HP reveals plans to cut 6,000 jobs as revenue dips 11%

HP Inc said it is planning to slash around 6,000 jobs by the end of fiscal 2025, or about 12 percent of its global workforce, to cut costs.
HP retail store London
The US-based PC maker also forecast a lower profit for the first quarter as it expects softness in both consumer and commercial PC demand. HP forecast current-quarter profit between 70 cents and 80 cents. HP does not reveal revenue forecast.
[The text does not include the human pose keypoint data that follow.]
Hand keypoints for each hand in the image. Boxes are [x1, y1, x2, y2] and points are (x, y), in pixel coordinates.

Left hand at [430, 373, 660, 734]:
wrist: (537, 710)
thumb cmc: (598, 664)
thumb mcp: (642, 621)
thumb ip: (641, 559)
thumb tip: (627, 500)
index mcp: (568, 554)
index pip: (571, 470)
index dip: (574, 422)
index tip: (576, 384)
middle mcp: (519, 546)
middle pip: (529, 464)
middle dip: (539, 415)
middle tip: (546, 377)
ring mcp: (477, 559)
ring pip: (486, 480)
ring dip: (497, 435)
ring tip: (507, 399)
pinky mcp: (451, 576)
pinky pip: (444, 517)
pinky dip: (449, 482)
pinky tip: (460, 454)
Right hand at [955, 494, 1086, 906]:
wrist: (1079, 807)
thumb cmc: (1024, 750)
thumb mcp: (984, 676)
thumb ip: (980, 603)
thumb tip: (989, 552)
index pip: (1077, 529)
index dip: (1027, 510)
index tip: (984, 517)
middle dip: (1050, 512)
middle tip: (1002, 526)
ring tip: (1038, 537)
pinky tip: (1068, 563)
IDC report recently said the global PC shipments fell 15 percent to 74.3 million units during the third quarter of 2022. HP shipped 12.706 million units of PCs, accounting for 17.1 percent share vs 22.7 percent for Lenovo and 16.1 percent for Dell Technologies.

HP, the second largest PC maker in the world, reported 11 percent drop in fourth-quarter revenue to $14.8 billion. HP’s fiscal 2022 revenue fell 0.8 percent to $63 billion.

HP has generated revenue of $10.3 billion (–13 percent) from Personal Systems and $4.5 billion (–7 percent) from Printing during its fiscal 2022 fourth quarter.

HP’s Consumer PC revenue dropped 25 percent and Commercial PC revenue fell 6 percent. The number of PCs sold fell 21 percent with Notebooks units down 26 percent and Desktops units down 3 percent, HP said.

HP’s printing business said total hardware units fell 3 percent with Consumer units down 4 percent and Commercial units up 5 percent. HP’s printing revenue from consumer segment fell 7 percent and Commercial segment rose 1 percent.

“Many of the recent challenges we have seen in FY’22 will likely continue into FY’23,” said chief financial officer Marie Myers during a post-earnings call.

HP estimates it will incur about $1 billion in labor and non-labor costs related to restructuring and other charges, with nearly $600 million in fiscal 2023 and the rest split between the following two years.

The Palo Alto, California-based company, which employs nearly 50,000 people, said it expects to reduce headcount between 4,000 and 6,000.

On Monday, Dell reported a 6 percent drop in third-quarter revenue. Dell’s CFO Tom Sweet said the macroeconomic factors including inflation and rising interest rates would weigh on customers next year.